16. Dans toutes les luttes de la classe ouvrière, le PES va encourager le développement de nouvelles organisations, entièrement indépendantes et opposées aux syndicats et à l’establishment politique officiel, incluant des comités de la base sur les lieux de travail pour défendre les emplois, les salaires et les conditions de travail, ainsi que des comités d’action pour défendre les droits sociaux comme l’éducation, la santé, le logement et l’environnement. De telles organisations vont lutter pour le développement de toutes ces luttes afin qu’elles incluent toutes les sections de la classe ouvrière – les travailleurs et les chômeurs, les jeunes et les personnes âgées, les travailleurs qualifiés ou non, ceux qui sont nés en Australie et les immigrants – dans un mouvement commun à travers les industries, les lieux de travail, les villes et les villages et un mouvement qui tend la main aux travailleurs internationalement.

17. Le PES va développer et adopter un programme de demandes transitoires pour ces luttes, qui débutent avec les besoins immédiats de la classe ouvrière et qui la dirige vers la conquête du pouvoir politique par l’établissement d’un gouvernement ouvrier basé sur des politiques socialistes. Le but d’un tel programme est, comme Trotsky l’a expliqué, d’ « aider les masses, dans le processus de leurs luttes quotidiennes, à trouver le pont qui relie leurs revendications actuelles au programme de la révolution socialiste ». Le programme sera basé sur la conception que la classe ouvrière a des droits sociaux fondamentaux, incluant des emplois à temps plein et bien payés, des logements décents ainsi qu’une éducation et des soins de santé gratuits et de haute qualité qui sont tous essentiels dans la société mondiale et complexe de masse contemporaine. Conséquemment, ces droits sont non-négociables. L’expérience de la lutte pour ces droits sociaux va aider à clarifier à la classe ouvrière qu’ils peuvent être réalisés seulement par la prise du pouvoir, c’est-à-dire en renversant le système de profit et en établissant la démocratie la plus complète dans tous les aspects de la vie politique, économique et sociale.

18. Par ce congrès, le PES s’engage à collaborer le plus étroitement possible avec le CIQI et toutes ses sections en regard du développement du World Socialist Web Site. Le site est devenu, comme le CIQI le souhaitait lorsqu’il fut lancé en 1998, l’échafaudage d’un nouveau mouvement socialiste et internationaliste de la classe ouvrière et de nouvelles sections du CIQI.
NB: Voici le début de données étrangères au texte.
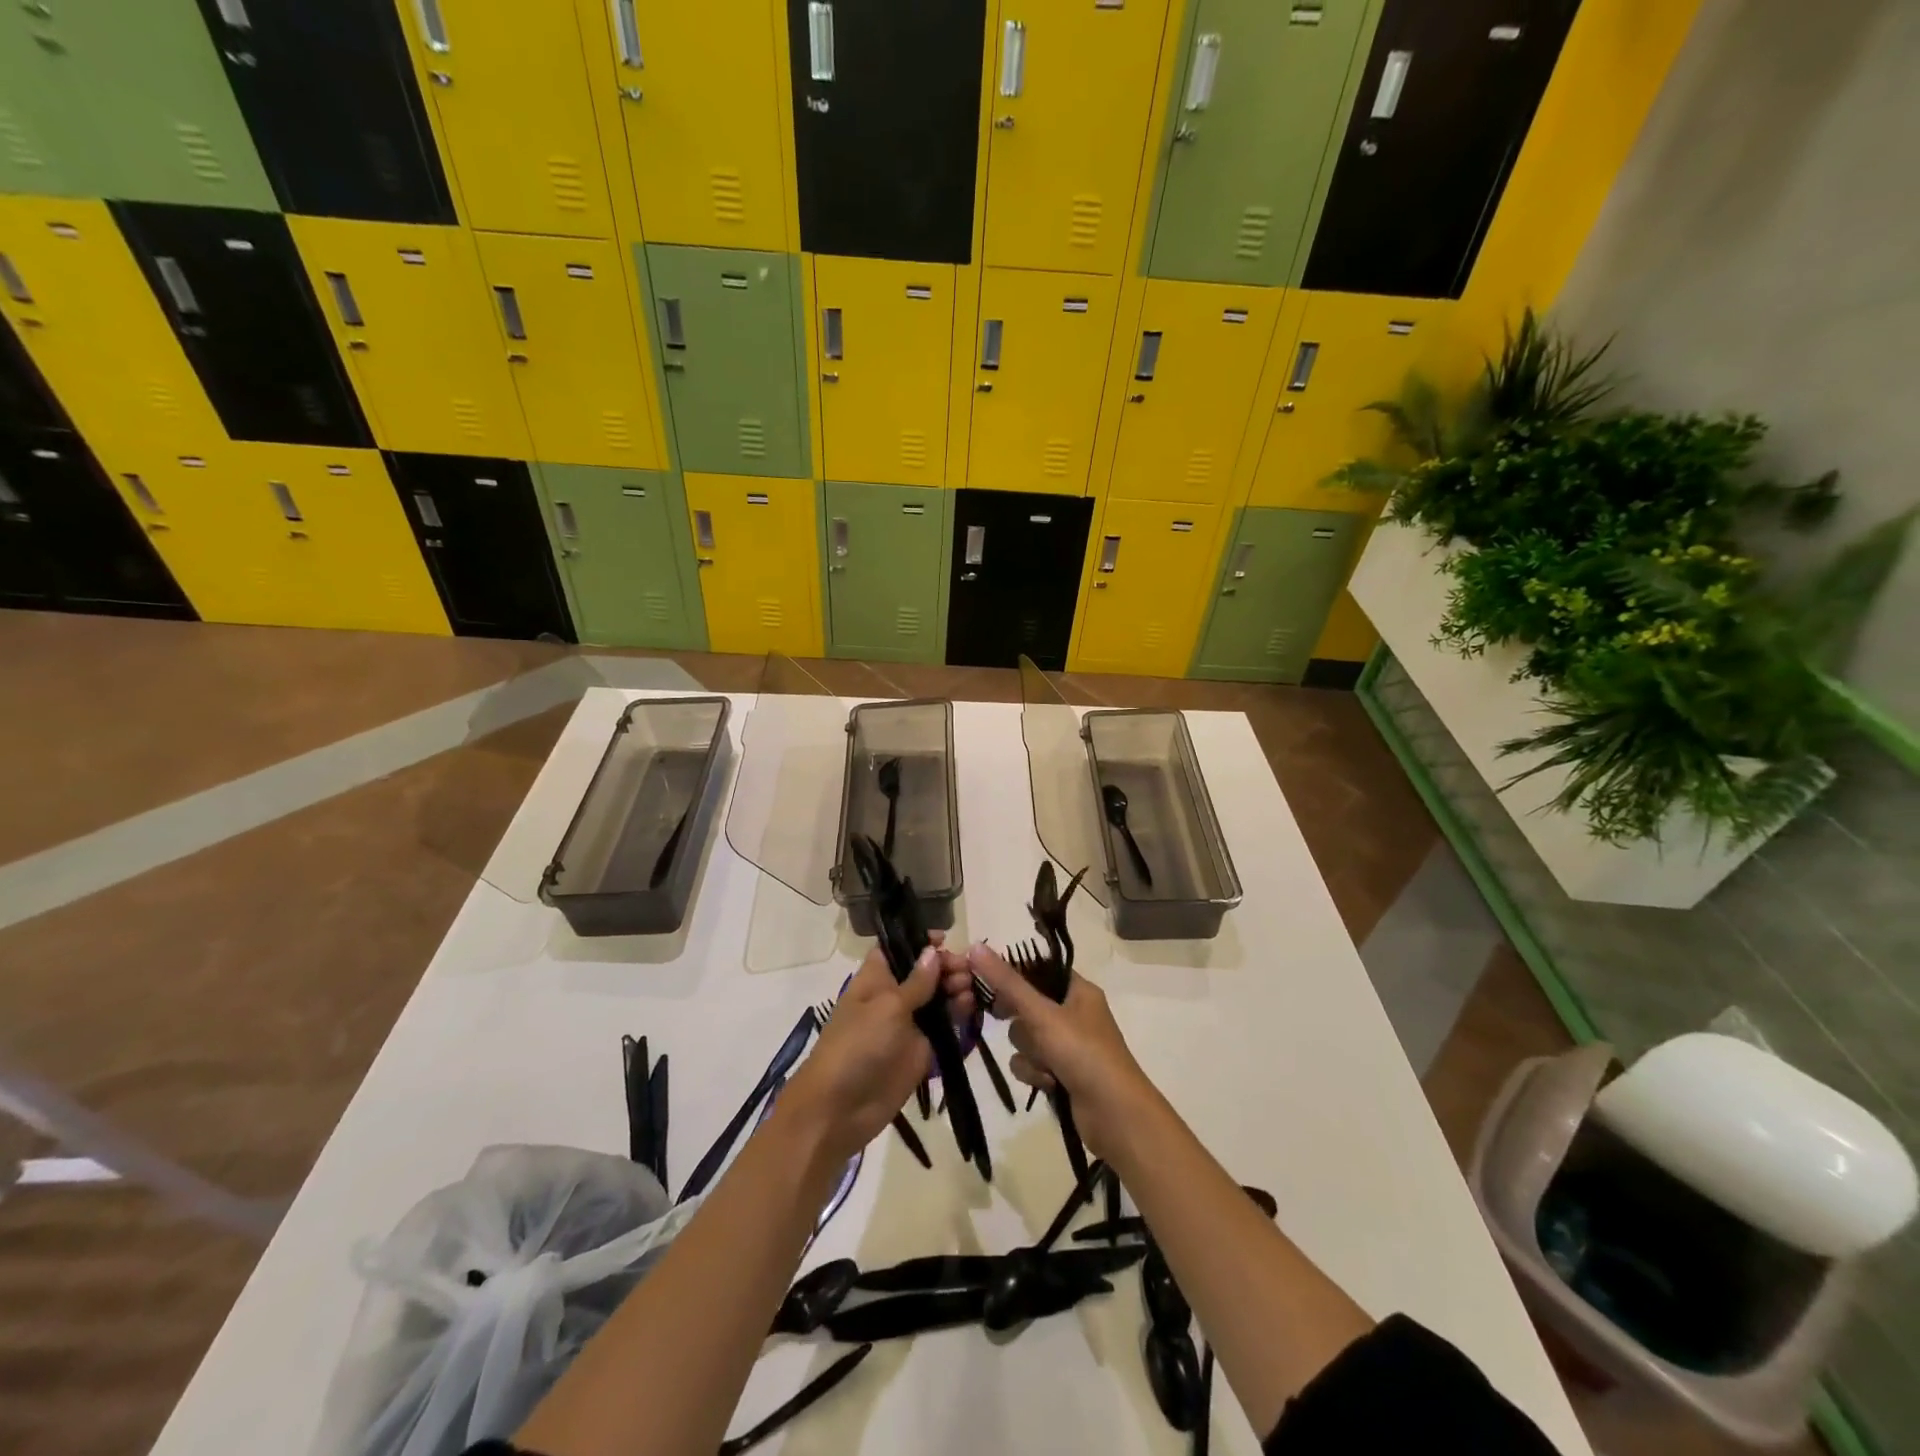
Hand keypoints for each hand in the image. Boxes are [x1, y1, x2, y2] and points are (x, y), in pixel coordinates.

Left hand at [782, 934, 975, 1163]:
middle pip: (924, 971)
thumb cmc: (857, 1045)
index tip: (945, 938)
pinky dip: (959, 1015)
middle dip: (946, 965)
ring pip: (938, 997)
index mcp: (876, 978)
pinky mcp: (922, 1049)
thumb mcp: (888, 1007)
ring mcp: (909, 1023)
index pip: (898, 949)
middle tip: (967, 969)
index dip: (920, 941)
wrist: (841, 1109)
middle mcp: (893, 996)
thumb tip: (933, 951)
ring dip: (956, 988)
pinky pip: (945, 1026)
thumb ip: (916, 982)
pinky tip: (970, 1008)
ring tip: (969, 988)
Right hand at [968, 944, 1157, 1163]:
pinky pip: (1031, 1063)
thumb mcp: (1042, 1014)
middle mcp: (1073, 1013)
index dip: (1013, 975)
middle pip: (1026, 1005)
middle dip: (1020, 1022)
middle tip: (1004, 1019)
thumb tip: (975, 946)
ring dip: (1029, 1052)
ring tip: (1046, 1064)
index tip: (989, 984)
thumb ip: (1007, 983)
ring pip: (1026, 1037)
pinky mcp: (1061, 1073)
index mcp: (1078, 990)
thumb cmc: (1083, 1053)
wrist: (1115, 1115)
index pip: (1037, 970)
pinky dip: (1035, 1073)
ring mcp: (1068, 1045)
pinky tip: (1048, 1083)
19. Ce congrès déclare que l’indépendance politique de la classe ouvrière s’exprime, au plus haut niveau, par le recrutement de travailleurs et de jeunes au PES. La capacité du mouvement de masse à venir de résister aux immenses pressions qui seront générées par la bourgeoisie et tous ses agents dans une période de soulèvement révolutionnaire dépendra de sa conscience socialiste et de sa direction marxiste. Ce congrès affirme que le travail du PES, de ses cellules et de ses visera à gagner de nouvelles forces dans le parti et à les éduquer sur la base des fondements historiques et internationaux du PES et du CIQI, le parti mondial de la révolution socialiste.